I simply can't keep up with the conversation anymore. The matter of time can't be mistrusted enough. Where the ether of all futures that might yet be condense into the fluid present nothing is stable and nothing is as it appears. Whether it's the things I put aside until now or the thoughts I bring forth the present is the liquid surface that reflects when still, or refracts when agitated, the light of my perception. But also the past, like a giant collective iceberg of frozen time, can intersect with the present and threatens to destroy anything which cannot yield, anything I try to keep solid with my expectations.



Despite all the details weighing on me I'm grateful that what really matters is unchanged.

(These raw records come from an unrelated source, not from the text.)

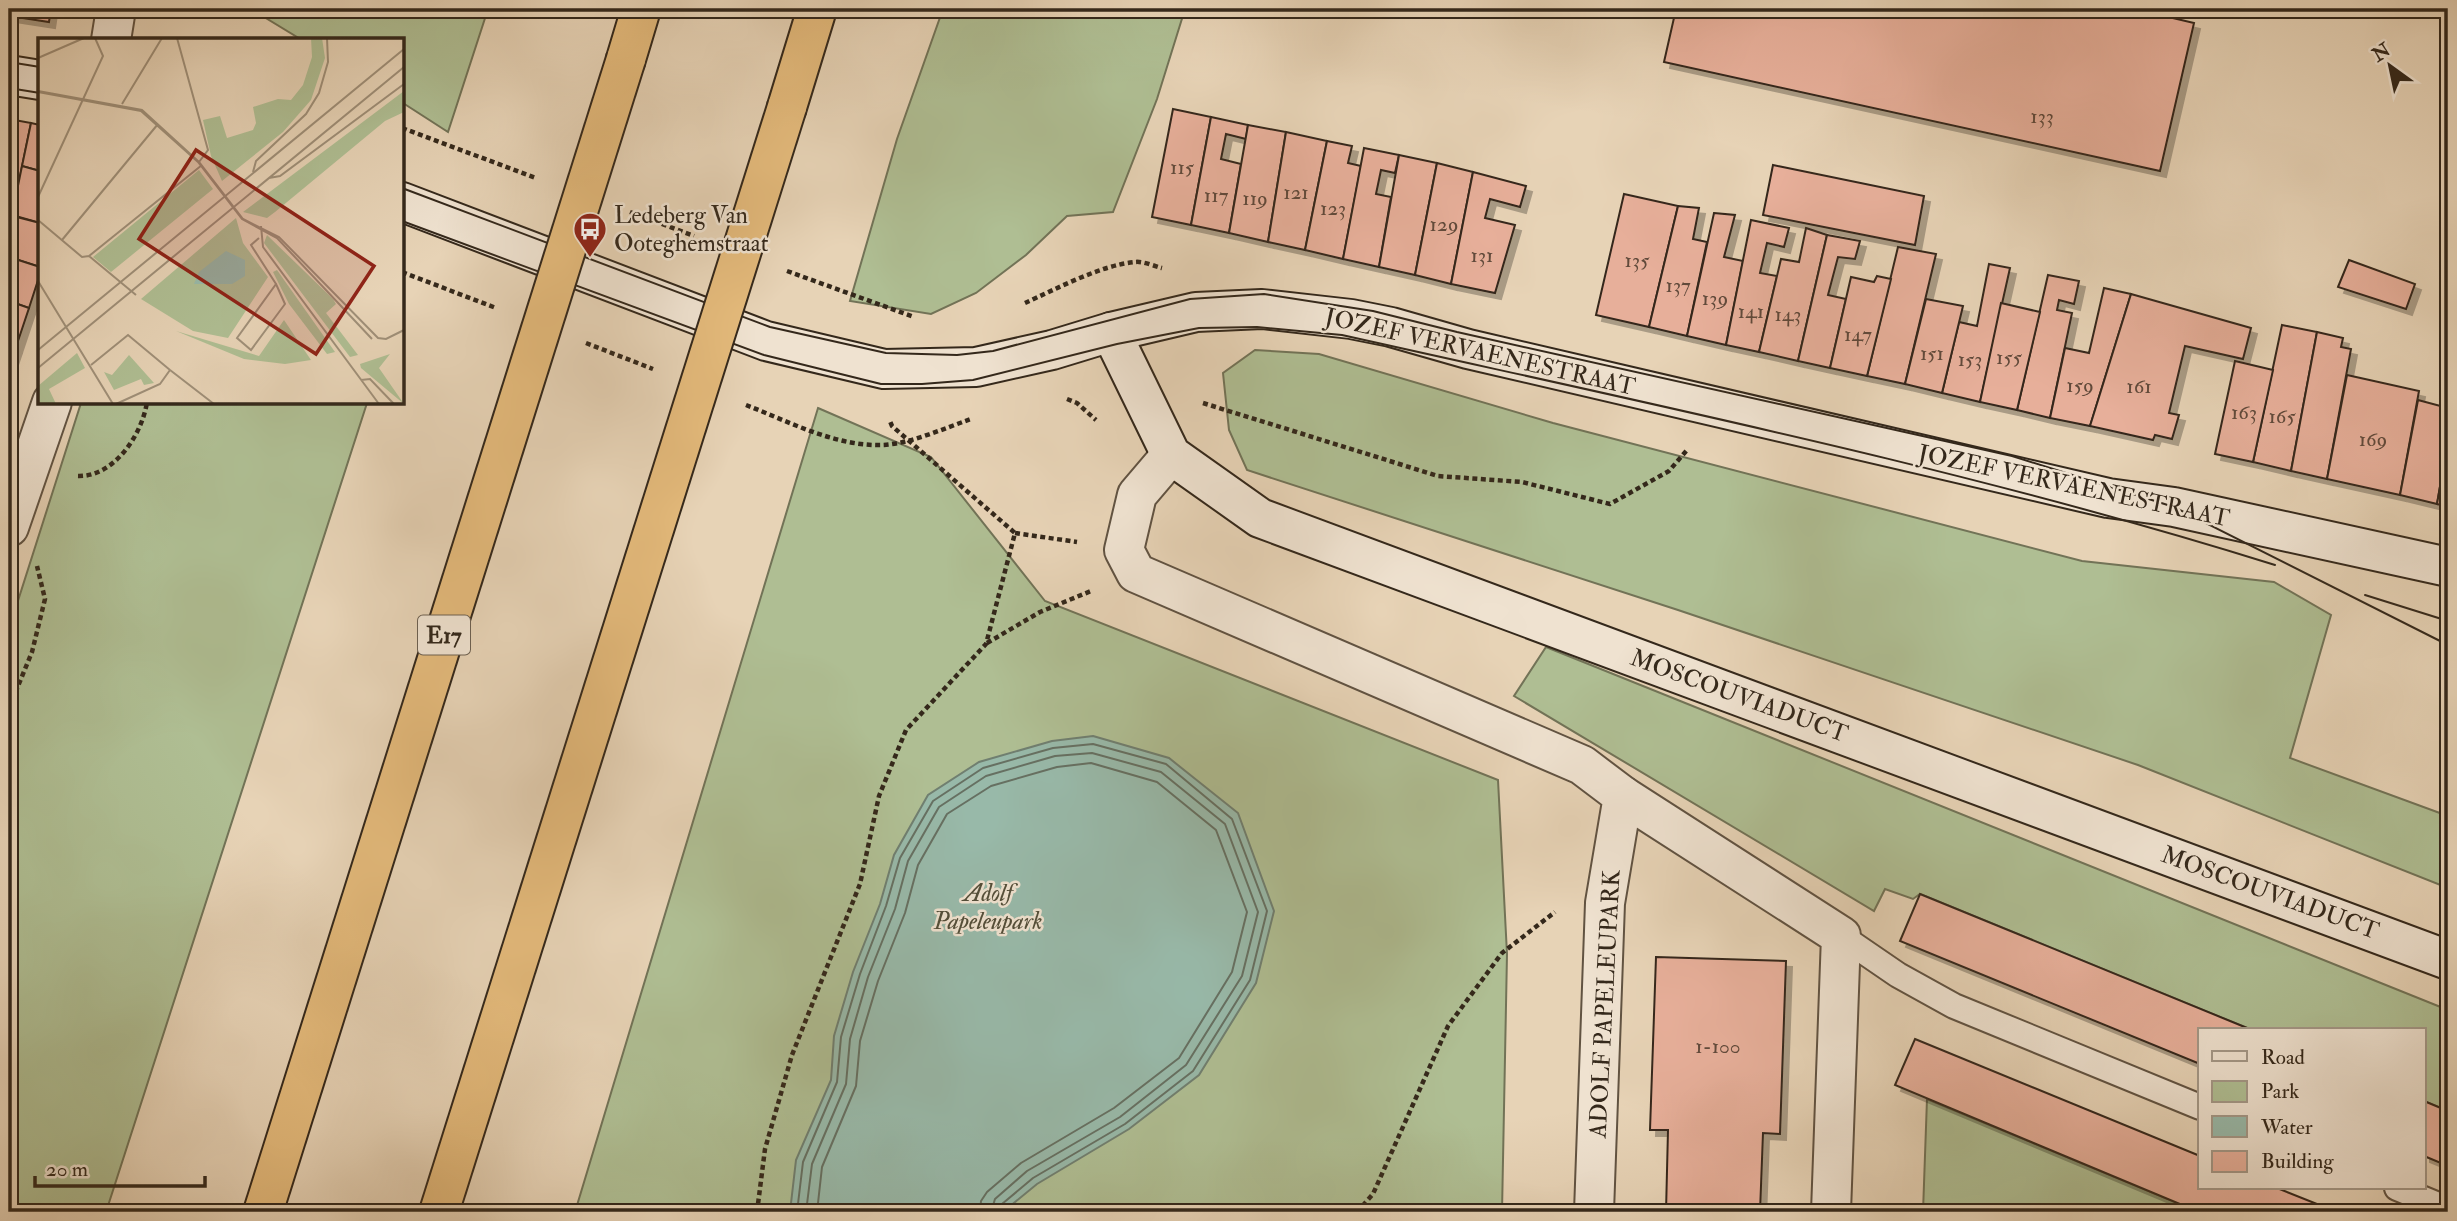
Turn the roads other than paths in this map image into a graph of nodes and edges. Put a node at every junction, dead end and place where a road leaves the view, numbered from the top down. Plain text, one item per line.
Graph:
1 (116, 9) edge
2 (642, 9) edge
3 (817, 9) edge
4 (111, 38) edge
5 (9, 75) edge
6 (38, 80) edge
7 (404, 203) edge
8 (1111, 332) junction
9 (51, 404) edge
10 (1171, 455) junction
11 (9, 527) edge
12 (2448, 567) edge
13 (1623, 796) junction
14 (1841, 936) junction
15 (2448, 960) edge
16 (2198, 1106) edge
17 (2402, 1190) edge
18 (2448, 1209) edge
19 (263, 1212) edge
20 (439, 1212) edge
21 (1594, 1212) edge
22 (1831, 1212) edge

1 - 4 street
2 - 19 highway, E17, bridge
3 - 20 highway, bridge
5 - 6 street
7 - 8 street, JOZEF VERVAENESTRAAT
8 - 10 street, MOSCOUVIADUCT
8 - 12 street, JOZEF VERVAENESTRAAT
9 - 11 street
10 - 13 street
10 - 15 street, MOSCOUVIADUCT
13 - 14 street
13 - 21 street, ADOLF PAPELEUPARK
14 - 16 lane
14 - 22 street
17 - 18 lane

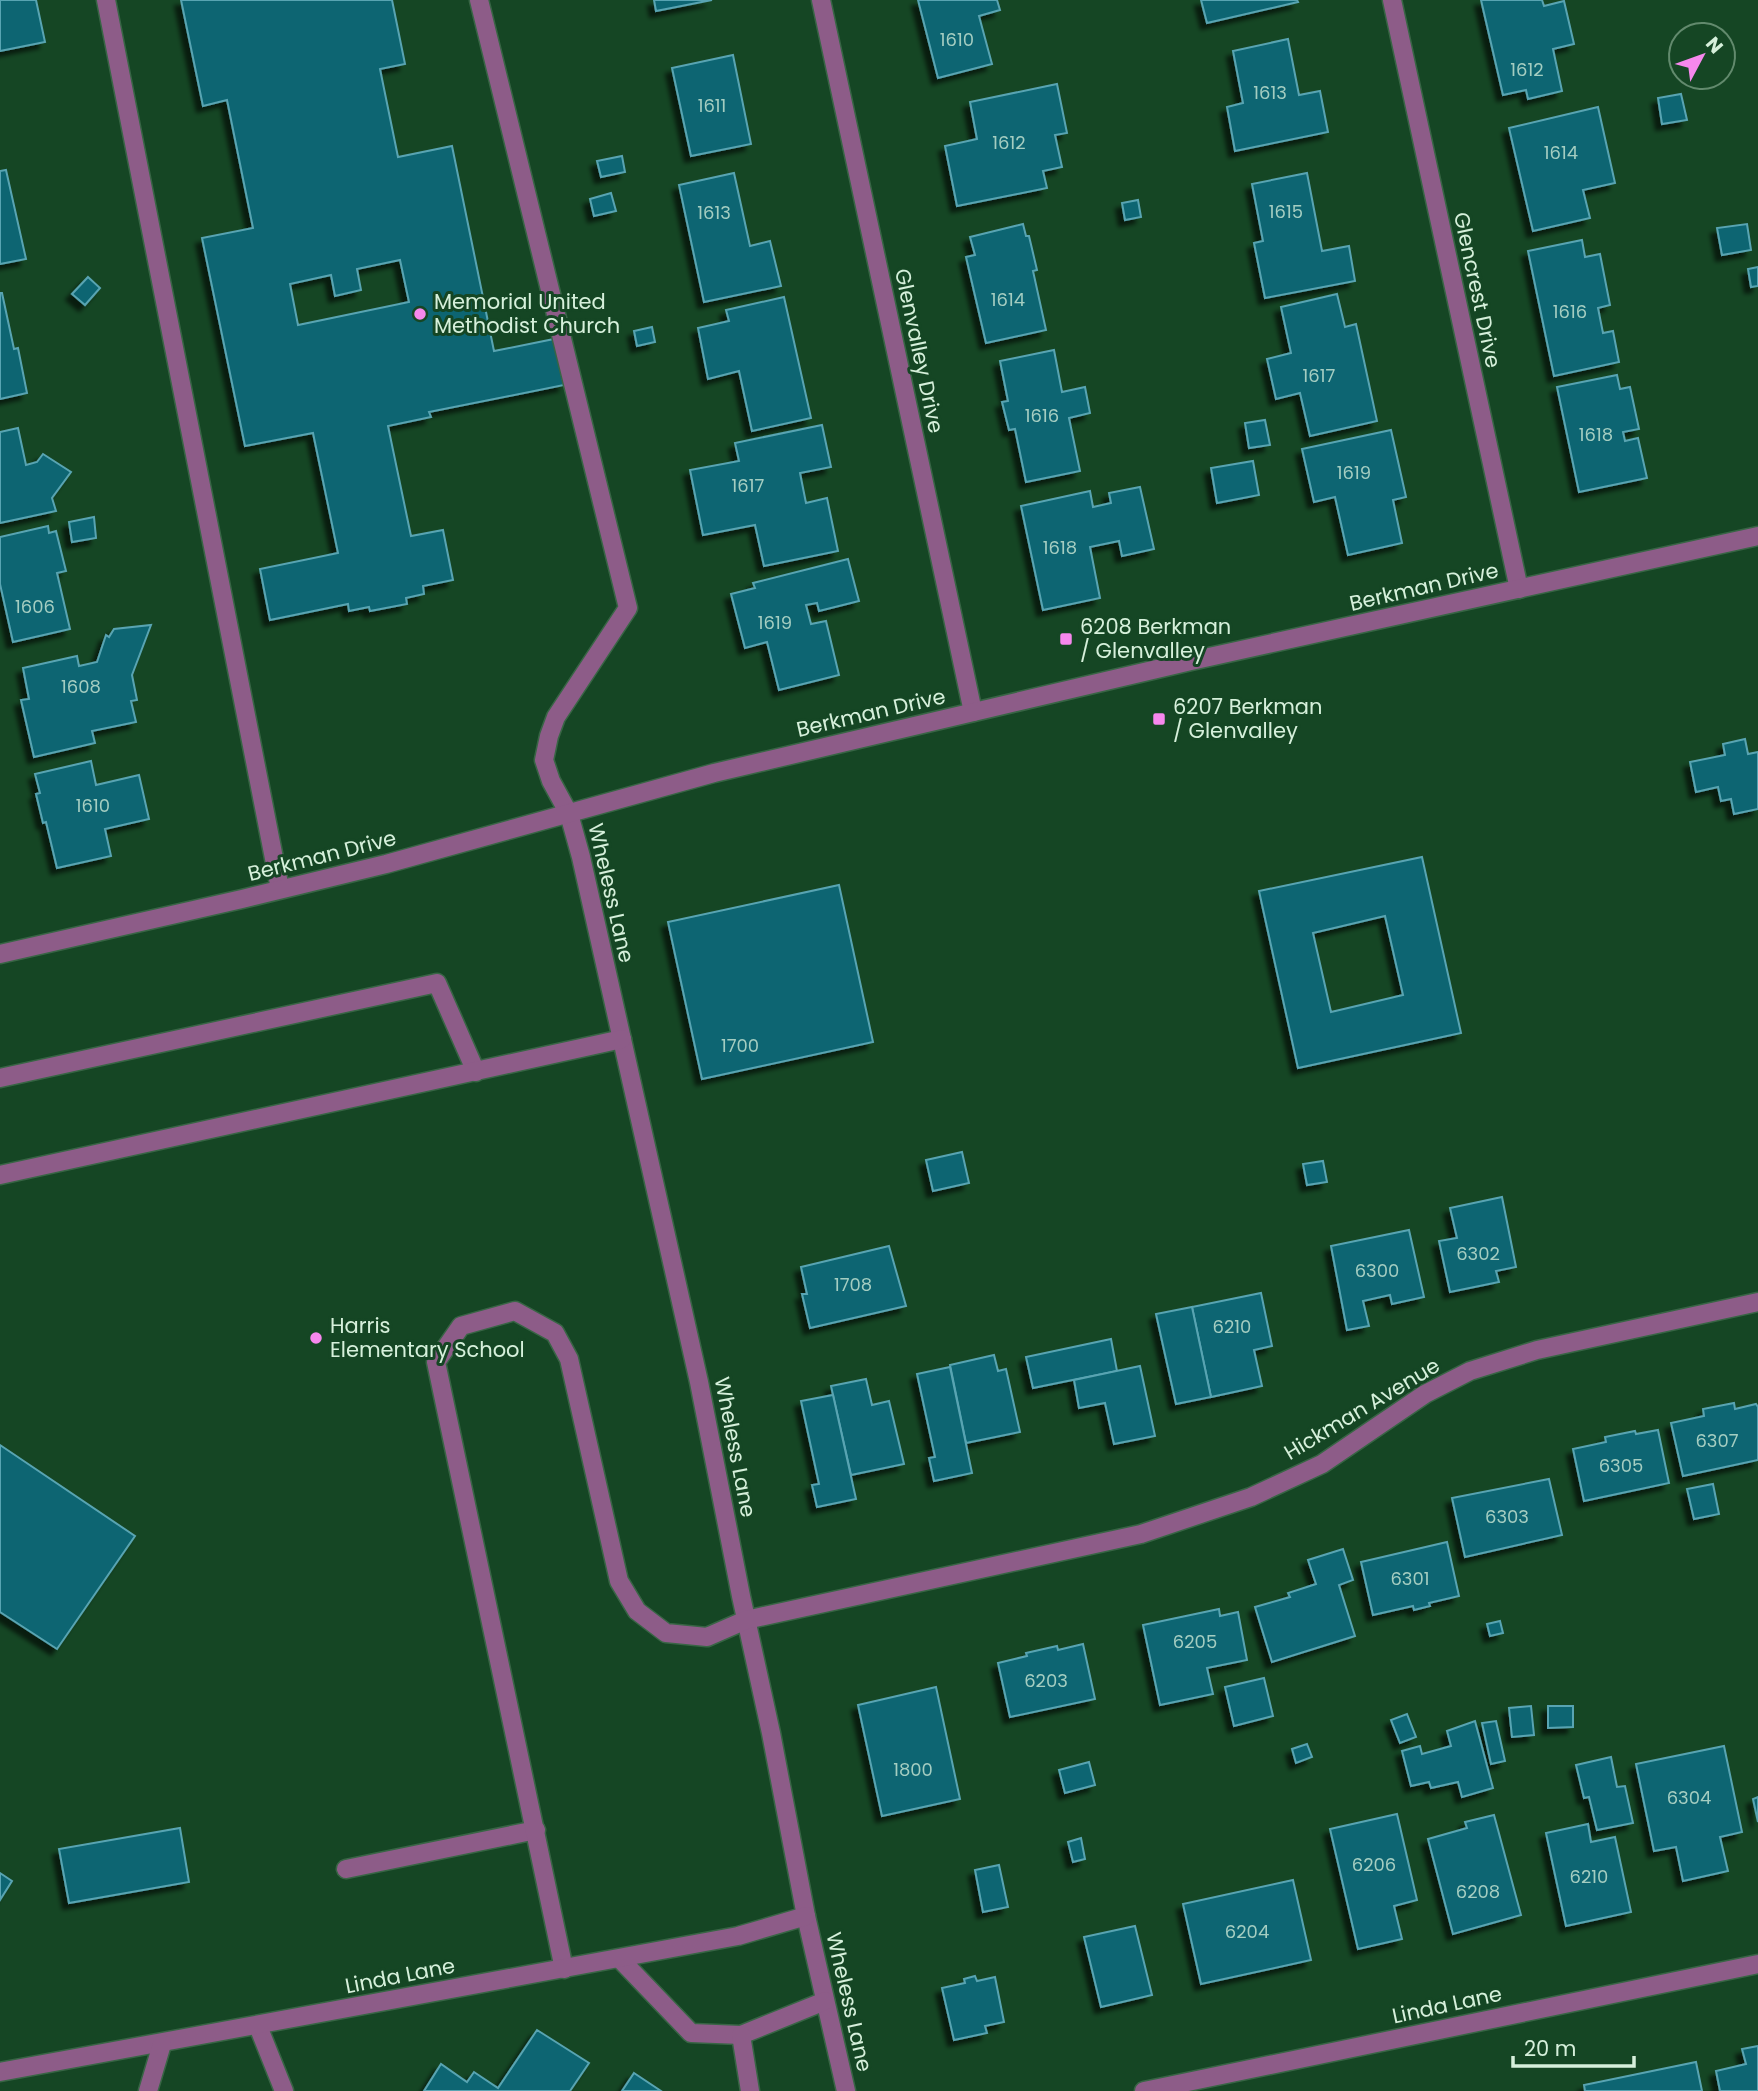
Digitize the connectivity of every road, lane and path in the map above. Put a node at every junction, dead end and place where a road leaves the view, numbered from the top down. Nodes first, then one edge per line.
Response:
1 (106, 0) edge
2 (479, 0) edge
3 (821, 0) edge
4 (1392, 0) edge
5 (1758, 536) edge
6 (1519, 589) junction
7 (973, 712) junction
8 (569, 814) junction
9 (280, 889) junction
10 (0, 954) edge
11 (622, 1040) junction
12 (476, 1072) junction
13 (0, 1078) edge
14 (0, 1175) edge
15 (1758, 1302) edge
16 (746, 1620) junction
17 (536, 1830) junction
18 (346, 1869) dead end
19 (806, 1916) junction
20 (620, 1959) junction
21 (1758, 1964) edge
22 (564, 1969) junction
23 (825, 2001) junction
24 (258, 2026) junction
25 (741, 2035) junction
26 (162, 2043) junction
27 (0, 2072) edge
28 (148, 2091) edge
29 (284, 2091) edge
30 (750, 2091) edge
31 (846, 2091) edge
32 (1144, 2091) edge

1 - 9 street
2 - 8 street, Wheless Lane
3 - 7 street, Glenvalley Drive
4 - 6 street, Glencrest Drive
5 - 6 street, Berkman Drive
6 - 7 street, Berkman Drive
7 - 8 street, Berkman Drive
8 - 9 street, Berkman Drive
8 - 11 street, Wheless Lane
9 - 10 street, Berkman Drive
11 - 12 street
11 - 16 street, Wheless Lane
12 - 13 street
12 - 14 street
15 - 16 street, Hickman Avenue
16 - 17 street, Hickman Avenue
16 - 19 street, Wheless Lane
17 - 18 street
17 - 22 street, Hickman Avenue
19 - 20 street, Linda Lane
19 - 23 street, Wheless Lane
20 - 22 street, Linda Lane
20 - 25 street
21 - 32 street, Linda Lane
22 - 24 street, Linda Lane
23 - 25 street
23 - 31 street, Wheless Lane
24 - 26 street, Linda Lane
24 - 29 street
25 - 30 street
26 - 27 street, Linda Lane
26 - 28 street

doodlemaier: (DeansAvatar)
Yeah, I know I'm on vacation, but I got so much done today. Well, we got a lot done and this is big shit - strictly group effort! Things really didn't start moving until [livejournal.com profile] lil_psy showed up. I guess Scotty and my dad and I all realized that we can't goof off and waste our volunteer's time. The truck was basically loaded last night with enough of an opportunity afterward to catch up with Tre over plum sake and riesling. She met back up at Medford this morning and we were on the road to Bentonville by 1:30pm. It clearly wasn't in Scotty's game plan to travel an hour to move a bunch of furniture this afternoon but between Pops and Tre they were able to convince him to adjust his plans to help. In fact he's invested quite a significant bit of time and energy into this project, so much that it couldn't happen without him. Pops conceived the hold plan, folks like Tre volunteered themselves to help and it's greatly appreciated and wouldn't happen without you, either. And me. . . I just coordinate everything, and pick things up over here and put them over there, pay for this and that, and basically grease the cogs as the process rolls along. I need to be more respectful of the plans of my volunteers - after it was clear that we wouldn't get the truck back to Burke by 4:30pm, cutting $30 off the rental of the van, I kinda slacked on leaving B-ville (as I'm apt to do) and inadvertently hijacked her evening (economy won out over good sense, and I should've had her follow us up in her car giving her the freedom to leave when she's done and Scotty wouldn't have had to return to Trafficland locked in the back of the cargo van). But, I do appreciate you inclusion, [livejournal.com profile] lil_psy. You brought us good fortune, your effort was valiant, and your patience strong. I owe you double, even if it's something you can trust me to carry out independently while you're off having fun somewhere else. Test this, and thank you again! Thank you to Jenna at Shurgard for wrangling a last-chance van outta thin air. It's beyond encouraging to work with so many people toward a common goal and have everything go so well. [livejournal.com profile] the_autumn_knew, were you serious about painting? That's next!
Moved from Medford N: )

I've a couple batches to get into RE before I head off to Operation: Jamber and Amie in Delabama - gonna spend a lot of time on the highways this week, but my vacation, so far is off to a wonderful start especially when I consider that it's not always about relaxing and taking it easy - it's about a change of pace.